I am way more decisive now and find it easier to focus on the right things. When there’s more exciting and important things happening in your everyday life, then you don't want to waste your precious time on mundanities like spending three hours in a shop deciding what colour trainer you’re going to buy just to go back the next day and exchange them for the other one (the choices I had were cream-white and off-white, by the way). I used to be the worst person when it came to making decisions, but my year abroad has made me see that life is way too short to spend hours thinking about things that don't really matter at the end of the day.
I have become more confident and self-assured. Not just in terms of organisation but also in regards to what I want and certainly don't want in life for the next, say, five years. I have always been a pretty confident person anyway, however, this type of confidence is not about proving it to the world but rather knowing that you can always rely on yourself in difficult situations and that you only really need yourself to make it. Which is pretty cool.

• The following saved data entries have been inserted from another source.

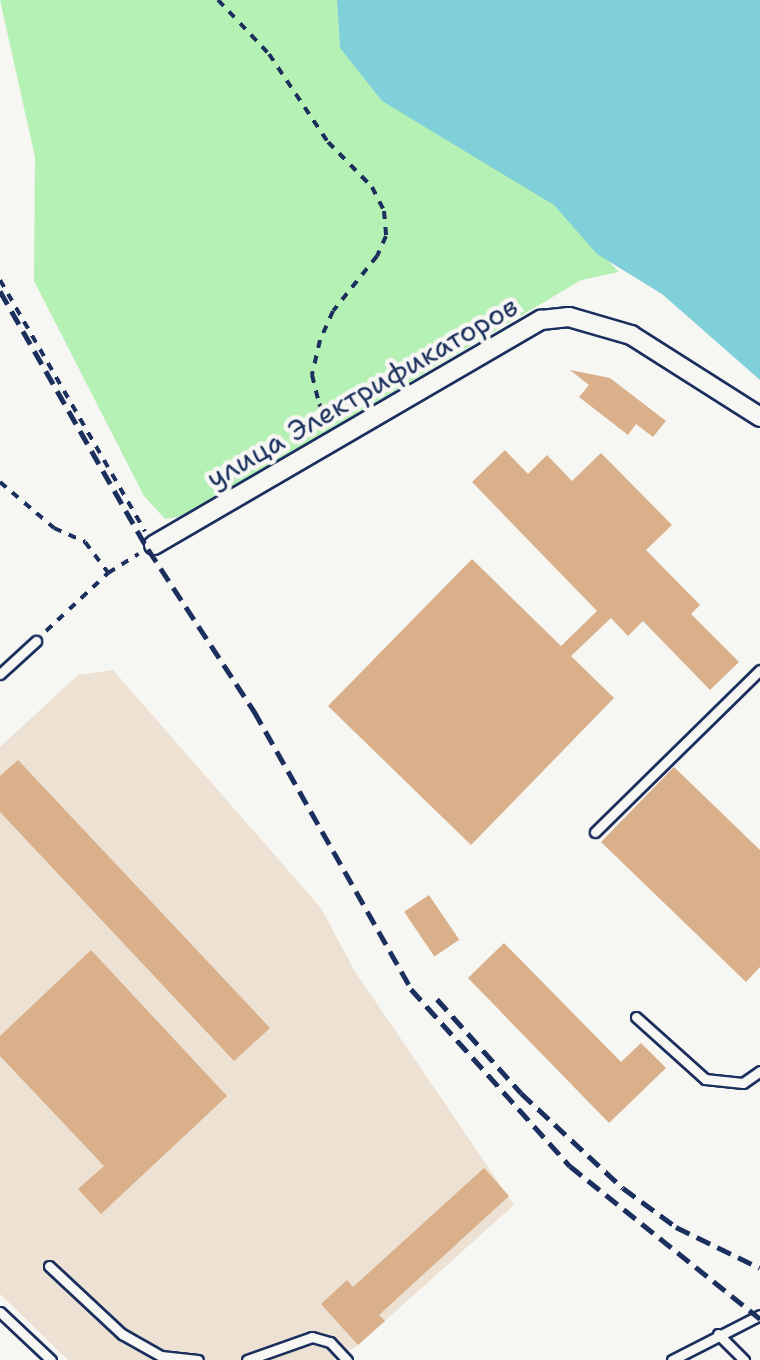 <!DOCTYPE html>
<meta charset="utf-8">
<style>
body{margin:0}
#map{position:relative;width:760px;height:1360px;overflow:hidden;background:#f6f6f2;font-family:"Shantell Sans",sans-serif}
div>[style]{position:absolute}
.built>*{inset:0;background:#ede1d3}
.green>*{inset:0;background:#b5f0b4}
.water>*{inset:0;background:#7fd0d8}
.building>*{inset:0;background:#d9b08a;transform-origin:0 0}
.path>*{height:4px;margin-top:-2px;transform-origin:0;background:repeating-linear-gradient(90deg,#1b2f5e 0 8px,transparent 0 16px)}
.roads{filter:drop-shadow(2px 0 #1b2f5e) drop-shadow(-2px 0 #1b2f5e) drop-shadow(0 2px #1b2f5e) drop-shadow(0 -2px #1b2f5e)}
.lane>*{height:9px;margin:-4.5px;padding:0 4.5px;transform-origin:4.5px;border-radius:4.5px;background:#f6f6f2}
.street>*{height:18px;margin:-9px;padding:0 9px;transform-origin:9px;border-radius:9px;background:#f6f6f2}
.rail>*{height:5px;margin-top:-2.5px;transform-origin:0;background:repeating-linear-gradient(90deg,#1b2f5e 0 15px,transparent 0 23px)}
span{translate:-50% -50%;white-space:nowrap;text-align:center;line-height:1.15;-webkit-text-stroke:9px #f6f6f2;paint-order:stroke}
.street-label{font-size:28px;color:#1b2f5e}
</style>
<div id="map">
<div class="built">
<i style="clip-path:polygon(113px 670px,321px 908px,354px 970px,514px 1205px,358px 1345px,333px 1360px,68px 1360px,0 1294px,0 747px,78px 675px)"></i>
</div>
<div class="green">
<i style="clip-path:polygon(0 0,337px 0,340px 47px,382px 101px,516px 177px,554px 205px,619px 272px,581px 280px,184px 516px,165px 519px,144px 496px,34px 281px,35px 157px)"></i>
</div>
<div class="water">
<i style="clip-path:polygon(337px 0,760px 0,760px 380px,662px 294px,597px 254px,554px 205px,382px 101px,340px 48px)"></i>
</div>
<div class="building">
<i style="clip-path:polygon(570px 370px,610px 378px,666px 421px,653px 437px,636px 424px,628px 435px,579px 397px,589px 385px)"></i>
<i style="clip-path:polygon(505px 450px,528px 474px,547px 455px,572px 481px,601px 453px,672px 525px,646px 550px,700px 605px,691px 614px,739px 662px,710px 690px,643px 621px,628px 636px,611px 618px,571px 656px,614px 698px,471px 845px,328px 706px,472px 559px,561px 646px,597px 611px,472px 482px)"></i>
<i style="clip-path:polygon(18px 760px,270px 1028px,234px 1061px,0 812px,0 776px)"></i>
<i style="clip-path:polygon(674px 767px,760px 850px,760px 967px,746px 982px,601px 842px)"></i>
<i style="left:429px;top:895px;width:54px;height:30px;rotate:56deg"></i>
<i style="clip-path:polygon(504px 943px,621px 1062px,641px 1043px,666px 1068px,609px 1123px,468px 978px)"></i>
<i style="clip-path:polygon(91px 950px,227px 1096px,101px 1214px,78px 1189px,104px 1166px,0 1056px,0 1036px)"></i>
<i style="clip-path:polygon(484px 1168px,509px 1196px,379px 1315px,385px 1321px,358px 1345px,321px 1304px,347px 1280px,353px 1287px)"></i>
</div>
<div class="path">
<i style="left:218px;top:0;width:74px;rotate:46.6deg"></i>
<i style="left:269px;top:54px;width:106px;rotate:56.2deg"></i>
<i style="left:328px;top:142px;width:63px;rotate:45.6deg"></i>
<i style="left:372px;top:187px;width:27px;rotate:63deg"></i>
<i style="left:384px;top:211px;width:25px;rotate:85deg"></i>
<i style="left:386px;top:236px;width:22px;rotate:114deg"></i>
<i style="left:377px;top:256px;width:70px;rotate:128.7deg"></i>
<i style="left:333px;top:311px;width:32px;rotate:114deg"></i>
<i style="left:320px;top:340px;width:36px;rotate:103deg"></i>
<i style="left:312px;top:375px;width:30px;rotate:76deg"></i>
<i style="left:319px;top:404px;width:24px;rotate:54deg"></i>
<i style="left:0;top:280px;width:290px;rotate:60deg"></i>
<i style="left:0;top:482px;width:71px;rotate:40.4deg"></i>
<i style="left:54px;top:528px;width:34px;rotate:24deg"></i>
<i style="left:85px;top:542px;width:39px;rotate:53deg"></i>
<i style="left:46px;top:631px;width:85px;rotate:-43.1deg"></i>
<i style="left:108px;top:573px;width:36px;rotate:-32deg"></i>
</div>
<div class="roads">
<div class="lane">
<i style="left:0;top:674px;width:49px;rotate:-42.5deg"></i>
<i style="left:595px;top:832px;width:231px;rotate:-44.5deg"></i>
<i style="left:636px;top:1017px;width:93px;rotate:41.9deg"></i>
<i style="left:705px;top:1079px;width:38px;rotate:6deg"></i>
<i style="left:743px;top:1083px;width:21px;rotate:-35deg"></i>
<i style="left:49px;top:1266px;width:100px;rotate:43deg"></i>
<i style="left:122px;top:1334px;width:45px;rotate:29.4deg"></i>
<i style="left:161px;top:1356px;width:37px;rotate:6deg"></i>
<i style="left:0;top:1312px;width:70px;rotate:43.3deg"></i>
<i style="left:718px;top:1334px;width:37px;rotate:45deg"></i>
<i style="left:247px;top:1360px;width:69px;rotate:-19.5deg"></i>
<i style="left:312px;top:1337px;width:19px;rotate:16deg"></i>
<i style="left:330px;top:1342px;width:25px;rotate:47deg"></i>
<i style="left:672px;top:1360px;width:99px;rotate:-27.1deg"></i>
</div>
<div class="street">
<i style="left:154px;top:545px;width:448px;rotate:-30.2deg"></i>
<i style="left:541px;top:320px;width:28px;rotate:-6deg"></i>
<i style="left:569px;top:317px;width:65px;rotate:16.2deg"></i>
<i style="left:631px;top:335px;width:153px;rotate:32.4deg"></i>
</div>
</div>
<div class="rail">
<i style="left:0;top:291px;width:297px;rotate:60.2deg"></i>
<i style="left:148px;top:549px;width:194px;rotate:56.8deg"></i>
<i style="left:254px;top:711px;width:319px;rotate:60.5deg"></i>
<i style="left:411px;top:989px;width:238px;rotate:48.1deg"></i>
<i style="left:570px;top:1166px;width:244px;rotate:38.8deg"></i>
<i style="left:437px;top:999px;width:126px;rotate:48.2deg"></i>
<i style="left:521px;top:1093px;width:139px;rotate:43deg"></i>
<i style="left:623px;top:1188px;width:66px;rotate:36.3deg"></i>
<i style="left:676px;top:1227px;width:93px;rotate:26deg"></i>
</div>
<div class="street-label">
<span style="left:362px;top:392px;rotate:-30deg">улица Электрификаторов</span>
</div>
</div>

A friend of mine went to London during the same time I was in Exeter and came back a different person. Since people are as different as can be, everybody's experience will be a different one, everybody will change and evolve in different aspects of their personalities. But the outcome is the same: a stronger, more confident and potentially happier person.
5. You get to come back
Usually, part of going abroad is to return home. I'm not going to lie, when I was about to leave the UK, the thought of going back (which meant leaving behind a fantastic time) made me extremely sad. Paradoxically, though, coming home can be one of the best parts of going away. Seeing your friends and family again and giving them a big hug after a long time of being far out of reach has got to be one of the best feelings in the world.
That's when a wonderful time starts and all of the welcome-back-proseccos are being poured and the we've-missed-you-dinners are being had. Essentially, it is a time everybody treats you like you're the pope himself, which is pretty great, let's be honest. And if you have awesome friends like I do, chances are you will even get thrown an amazing surprise party! I was visiting my parents when last Saturday, my friends turned their garden into a cute little summer-party-oasis while my mum was taking me out for dinner to get me out of the way. Being the gullible idiot that I am, it absolutely took me by surprise when I walked in to see them all standing in the fully decorated garden.

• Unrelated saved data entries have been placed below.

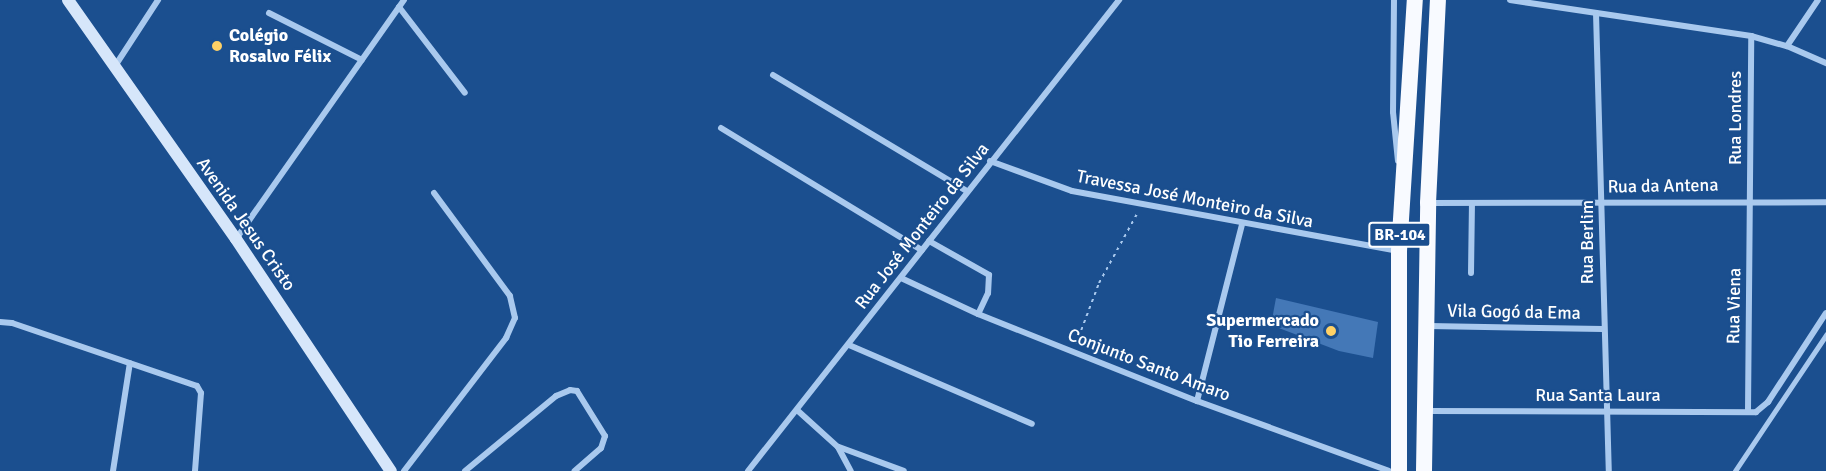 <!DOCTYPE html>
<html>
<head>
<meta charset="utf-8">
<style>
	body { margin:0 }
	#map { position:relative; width:1826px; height:471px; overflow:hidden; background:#1b4f8f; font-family:Signika,sans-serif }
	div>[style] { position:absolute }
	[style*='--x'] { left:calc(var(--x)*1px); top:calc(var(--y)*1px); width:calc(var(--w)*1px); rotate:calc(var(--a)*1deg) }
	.building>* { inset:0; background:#4478b7 }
	.path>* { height:2px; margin-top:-1px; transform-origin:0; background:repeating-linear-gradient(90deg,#a9c9ee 0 3px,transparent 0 7.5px) }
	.service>* { height:4.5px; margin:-2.25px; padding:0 2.25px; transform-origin:2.25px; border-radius:2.25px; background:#a9c9ee }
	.minor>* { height:6px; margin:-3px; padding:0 3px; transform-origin:3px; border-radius:3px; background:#a9c9ee }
	.secondary>* { height:12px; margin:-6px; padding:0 6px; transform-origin:6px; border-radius:6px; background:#d6e6fa }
	.trunk>* { height:16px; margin:-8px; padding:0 8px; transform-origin:8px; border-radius:8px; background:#f8faff }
	.dots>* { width:16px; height:16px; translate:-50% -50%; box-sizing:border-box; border:3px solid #1b4f8f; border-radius:50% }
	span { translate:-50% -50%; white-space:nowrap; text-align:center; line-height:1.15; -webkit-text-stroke:4.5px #1b4f8f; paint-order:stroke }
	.shield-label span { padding:2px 4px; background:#1b4f8f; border:2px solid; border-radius:4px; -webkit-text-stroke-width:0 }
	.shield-label { font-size:16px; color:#fff; font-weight:700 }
	.poi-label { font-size:18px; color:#fff; font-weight:700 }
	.left { translate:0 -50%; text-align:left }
	.right { translate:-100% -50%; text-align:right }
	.street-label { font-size:18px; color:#fff }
</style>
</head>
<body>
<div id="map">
	<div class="building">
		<i style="clip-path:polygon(1276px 298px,1378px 322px,1373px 358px,1339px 351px,1271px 325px)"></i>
	</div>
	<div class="path">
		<i style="--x:1076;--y:344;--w:65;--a:-69.3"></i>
		<i style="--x:1099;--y:283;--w:79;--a:-61.2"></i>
	</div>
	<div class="service">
		<i style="--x:1735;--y:471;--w:164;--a:-56.2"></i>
	</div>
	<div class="minor">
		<i style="--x:1394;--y:0;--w:112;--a:90.5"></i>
		<i style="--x:1393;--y:112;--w:49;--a:84.2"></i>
		<i style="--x:1510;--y:0;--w:244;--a:8.5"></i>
		<i style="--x:1751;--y:36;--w:37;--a:16"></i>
		<i style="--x:1787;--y:46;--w:43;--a:23.6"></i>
		<i style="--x:399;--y:7;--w:108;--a:52.5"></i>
		<i style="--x:269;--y:13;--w:104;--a:26.8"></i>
		<i style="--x:1596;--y:13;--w:458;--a:88.4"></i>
		<i style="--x:1787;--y:46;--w:55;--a:-56"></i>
		<i style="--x:115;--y:66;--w:79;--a:-56.9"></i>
		<i style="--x:773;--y:75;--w:226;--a:30.9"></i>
		<i style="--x:721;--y:128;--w:235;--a:31.3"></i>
		<i style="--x:990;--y:161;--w:87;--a:20.1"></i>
		<i style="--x:1072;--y:191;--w:332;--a:10.4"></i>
		<i style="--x:1429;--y:203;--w:397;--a:-0.1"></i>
		<i style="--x:236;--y:239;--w:292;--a:-54.9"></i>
		<i style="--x:929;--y:241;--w:69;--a:29.5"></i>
		<i style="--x:989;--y:275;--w:18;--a:93"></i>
		<i style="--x:988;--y:293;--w:23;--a:115"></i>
		<i style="--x:1471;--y:273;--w:70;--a:-89.2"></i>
		<i style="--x:901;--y:278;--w:85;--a:25.1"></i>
		<i style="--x:978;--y:314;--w:236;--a:21.7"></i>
		<i style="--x:1197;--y:401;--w:204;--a:20"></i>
		<i style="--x:0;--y:322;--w:12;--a:5"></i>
		<i style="--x:12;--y:323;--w:195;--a:18.8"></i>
		<i style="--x:197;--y:386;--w:8;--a:60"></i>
		<i style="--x:201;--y:393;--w:78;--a:94.4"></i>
		<i style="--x:1429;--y:326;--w:174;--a:1"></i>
		<i style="--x:849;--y:345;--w:199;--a:23.3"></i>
		<i style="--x:1197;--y:401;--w:182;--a:-75.7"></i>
		<i style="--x:797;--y:410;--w:55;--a:42.1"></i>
		<i style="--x:838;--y:447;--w:27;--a:62"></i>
		<i style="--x:1427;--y:411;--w:329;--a:0.2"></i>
		<i style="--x:1756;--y:412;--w:16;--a:-40"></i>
		<i style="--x:1768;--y:402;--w:106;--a:-56.9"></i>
		<i style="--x:1748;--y:411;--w:375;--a:-89.5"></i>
		<i style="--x:839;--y:447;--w:69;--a:20.3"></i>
		<i style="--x:113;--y:471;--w:109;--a:-81.1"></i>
		<i style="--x:404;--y:471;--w:168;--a:-52.5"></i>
		<i style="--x:506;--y:338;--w:22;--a:-66"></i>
		<i style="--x:515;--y:318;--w:23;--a:-103"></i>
		<i style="--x:510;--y:296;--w:128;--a:-126.4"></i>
		<i style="--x:465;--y:471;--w:118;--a:-39.5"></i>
		<i style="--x:556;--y:396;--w:15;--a:-23"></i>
		<i style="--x:570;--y:390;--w:7;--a:8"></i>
		<i style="--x:577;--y:391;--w:53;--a:58.1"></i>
		<i style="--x:605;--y:436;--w:13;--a:108"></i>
		<i style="--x:601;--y:448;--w:35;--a:139"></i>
		<i style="--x:748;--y:471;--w:600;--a:-51.77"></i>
	</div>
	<div class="secondary">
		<i style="--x:68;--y:0;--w:292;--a:54.9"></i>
		<i style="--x:236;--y:239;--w:279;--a:56.3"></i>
	</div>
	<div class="trunk">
		<i style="--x:1399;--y:471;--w:220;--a:-90"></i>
		<i style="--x:1399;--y:251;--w:252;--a:-86.4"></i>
		<i style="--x:1424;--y:471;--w:268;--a:-89.1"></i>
		<i style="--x:1428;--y:203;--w:203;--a:-87.2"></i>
	</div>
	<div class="dots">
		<i style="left:217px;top:46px;background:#ffd166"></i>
		<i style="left:1331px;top:331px;background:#ffd166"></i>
	</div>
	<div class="shield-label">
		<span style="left:1400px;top:235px">BR-104</span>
	</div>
	<div class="poi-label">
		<span class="left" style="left:229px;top:46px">Colégio<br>Rosalvo Félix</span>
		<span class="right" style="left:1319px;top:331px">Supermercado<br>Tio Ferreira</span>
	</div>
	<div class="street-label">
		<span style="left:1735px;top:118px;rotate:-90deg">Rua Londres</span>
		<span style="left:1663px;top:186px;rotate:-1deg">Rua da Antena</span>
		<span style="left:1195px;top:199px;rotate:11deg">Travessa José Monteiro da Silva</span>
		<span style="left:246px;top:224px;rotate:55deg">Avenida Jesus Cristo</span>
		<span style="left:922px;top:226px;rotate:-52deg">Rua José Monteiro da Silva</span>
		<span style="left:1587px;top:242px;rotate:-90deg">Rua Berlim</span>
		<span style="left:1734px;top:306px;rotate:-89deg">Rua Viena</span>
		<span style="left:1514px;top:312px;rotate:1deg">Vila Gogó da Ema</span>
		<span style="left:1149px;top:365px;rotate:21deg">Conjunto Santo Amaro</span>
		<span style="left:1598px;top:395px">Rua Santa Laura</span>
	</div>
</div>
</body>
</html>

I feel very loved and eternally blessed, and I would like to take this moment to say thank you and to dedicate this post to all the lovely people who went out of their way to help surprise me and be a part of the celebrations. I love you all.
As I was saying in the beginning, travelling isn't the only way to achieve enlightenment, and the purpose of this blog post is not to make people who don't want to travel feel bad about themselves. I simply want to share my personal experience.
I am unbelievably grateful for this opportunity and beyond glad I took it. If you ever get the chance to go abroad for a longer period of time, definitely consider the option because it will change you in ways you'd never expect!
Any travel experiences? I'd love to hear about them in the comments!